Pedro Nascimento Cabral considera que proposta para a Fábrica do Açúcar abre “novo ciclo” para Ponta Delgada
O Presidente da Câmara Municipal, Pedro Nascimento Cabral, afirmou que o Relatório da Proposta Orientadora para a Intervenção e Requalificação da Fábrica do Açúcar, apresentado esta quinta-feira no Salão Nobre do Teatro Micaelense, abre um “novo ciclo” para Ponta Delgada, valorizando o património e os mais de 50 hectares de terreno da extinta unidade fabril da freguesia de Santa Clara, detidos pelo Governo dos Açores.
“Esta reunião que aqui protagonizamos tem um significado histórico muito importante: a partir de hoje, abrimos um novo ciclo para aquele espaço nobre de Ponta Delgada. Nessa medida, constitui um imperativo categórico projetarmos ali valências sociais, económicas e culturais que dignifiquem este tempo que estamos a viver, criando uma referência para as novas gerações e desafios que as próximas décadas nos irão trazer”, salientou o autarca.

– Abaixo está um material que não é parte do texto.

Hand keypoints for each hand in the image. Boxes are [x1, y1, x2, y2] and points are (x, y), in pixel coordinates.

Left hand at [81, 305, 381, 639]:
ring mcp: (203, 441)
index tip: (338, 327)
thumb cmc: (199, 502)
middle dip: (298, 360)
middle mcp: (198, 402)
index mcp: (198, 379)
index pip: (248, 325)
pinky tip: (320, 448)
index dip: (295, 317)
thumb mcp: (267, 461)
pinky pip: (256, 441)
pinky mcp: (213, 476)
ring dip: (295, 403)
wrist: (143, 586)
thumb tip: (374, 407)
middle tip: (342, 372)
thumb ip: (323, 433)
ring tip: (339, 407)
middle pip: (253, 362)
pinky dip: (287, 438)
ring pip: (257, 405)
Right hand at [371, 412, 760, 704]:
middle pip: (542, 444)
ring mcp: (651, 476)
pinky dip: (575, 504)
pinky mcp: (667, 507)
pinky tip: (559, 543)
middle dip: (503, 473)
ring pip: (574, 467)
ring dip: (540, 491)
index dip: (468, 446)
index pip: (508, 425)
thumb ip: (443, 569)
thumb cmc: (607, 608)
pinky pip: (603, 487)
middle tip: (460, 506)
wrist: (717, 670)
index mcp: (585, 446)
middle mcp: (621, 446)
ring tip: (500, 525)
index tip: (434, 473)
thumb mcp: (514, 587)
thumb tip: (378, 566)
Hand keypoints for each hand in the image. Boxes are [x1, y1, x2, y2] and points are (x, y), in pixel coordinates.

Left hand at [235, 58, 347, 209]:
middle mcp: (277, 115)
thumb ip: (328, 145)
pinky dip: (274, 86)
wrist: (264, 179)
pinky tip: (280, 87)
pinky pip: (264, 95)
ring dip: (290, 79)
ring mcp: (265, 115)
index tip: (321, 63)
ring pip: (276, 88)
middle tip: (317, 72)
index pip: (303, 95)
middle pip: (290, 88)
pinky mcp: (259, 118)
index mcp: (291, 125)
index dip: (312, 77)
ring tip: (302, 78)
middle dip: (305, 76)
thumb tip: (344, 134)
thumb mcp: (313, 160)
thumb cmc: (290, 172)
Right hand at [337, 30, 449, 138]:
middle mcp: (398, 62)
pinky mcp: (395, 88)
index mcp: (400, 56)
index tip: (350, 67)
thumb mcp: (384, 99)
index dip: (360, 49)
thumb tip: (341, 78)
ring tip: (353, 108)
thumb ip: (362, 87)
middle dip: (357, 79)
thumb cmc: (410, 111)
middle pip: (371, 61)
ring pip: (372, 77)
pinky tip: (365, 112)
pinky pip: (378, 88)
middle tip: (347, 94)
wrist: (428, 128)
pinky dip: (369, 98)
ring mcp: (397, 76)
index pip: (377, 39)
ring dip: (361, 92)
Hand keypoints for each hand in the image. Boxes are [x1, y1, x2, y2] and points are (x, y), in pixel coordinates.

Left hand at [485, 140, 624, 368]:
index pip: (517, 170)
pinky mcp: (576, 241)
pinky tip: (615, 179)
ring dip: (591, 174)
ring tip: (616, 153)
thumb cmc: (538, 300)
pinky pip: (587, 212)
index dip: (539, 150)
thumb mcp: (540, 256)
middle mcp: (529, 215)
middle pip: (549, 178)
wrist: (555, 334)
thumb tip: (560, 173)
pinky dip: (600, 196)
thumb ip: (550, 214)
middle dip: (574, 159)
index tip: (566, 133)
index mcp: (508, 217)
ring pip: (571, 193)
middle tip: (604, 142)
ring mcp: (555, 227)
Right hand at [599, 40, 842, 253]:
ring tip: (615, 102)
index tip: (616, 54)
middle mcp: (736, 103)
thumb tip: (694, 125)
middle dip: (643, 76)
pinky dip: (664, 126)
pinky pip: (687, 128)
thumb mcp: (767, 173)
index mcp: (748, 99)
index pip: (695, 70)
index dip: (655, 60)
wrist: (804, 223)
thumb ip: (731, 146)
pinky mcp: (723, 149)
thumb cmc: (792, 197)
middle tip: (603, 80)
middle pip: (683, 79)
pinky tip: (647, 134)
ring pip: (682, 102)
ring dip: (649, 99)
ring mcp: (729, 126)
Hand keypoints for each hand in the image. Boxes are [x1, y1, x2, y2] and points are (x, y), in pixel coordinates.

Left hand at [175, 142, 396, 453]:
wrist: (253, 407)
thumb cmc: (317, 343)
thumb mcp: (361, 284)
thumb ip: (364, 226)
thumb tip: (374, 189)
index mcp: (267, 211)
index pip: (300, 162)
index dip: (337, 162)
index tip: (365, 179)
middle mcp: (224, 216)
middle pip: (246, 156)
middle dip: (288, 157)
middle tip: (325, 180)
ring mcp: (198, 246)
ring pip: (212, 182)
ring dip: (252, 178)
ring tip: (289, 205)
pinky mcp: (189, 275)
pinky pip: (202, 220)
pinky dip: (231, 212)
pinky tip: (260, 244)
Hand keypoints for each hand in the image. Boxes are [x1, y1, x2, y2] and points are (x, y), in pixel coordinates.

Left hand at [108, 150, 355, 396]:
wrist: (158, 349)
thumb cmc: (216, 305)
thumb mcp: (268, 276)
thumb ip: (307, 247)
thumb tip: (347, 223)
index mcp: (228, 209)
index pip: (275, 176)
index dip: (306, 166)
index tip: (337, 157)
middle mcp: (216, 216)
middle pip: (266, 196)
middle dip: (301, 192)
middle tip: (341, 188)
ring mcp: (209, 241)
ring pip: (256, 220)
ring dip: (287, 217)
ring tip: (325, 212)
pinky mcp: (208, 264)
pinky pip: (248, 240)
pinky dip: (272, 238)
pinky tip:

Na ocasião, Pedro Nascimento Cabral destacou “a ação absolutamente determinante” que a Secção Regional dos Açores da Ordem dos Arquitectos e a Secretaria Regional das Finanças, Planeamento e Administração Pública têm tido no que respeita ao futuro da Fábrica do Açúcar, sem deixar de dar nota da disponibilidade total da Câmara Municipal para colaborar e emprestar as suas melhores soluções à “nova vida” que o extinto empreendimento fabril da SINAGA – e aquela que é “zona urbana mais importante a poente da cidade de Ponta Delgada” - irão conhecer.
O autarca realçou o processo de “convergência e de diálogo aberto” que pontuou a elaboração da Proposta Orientadora para a Intervenção e Requalificação da Fábrica do Açúcar, desencadeando um “grande virar de página naquele espaço” e projetando “aquilo que de melhor temos em Ponta Delgada”.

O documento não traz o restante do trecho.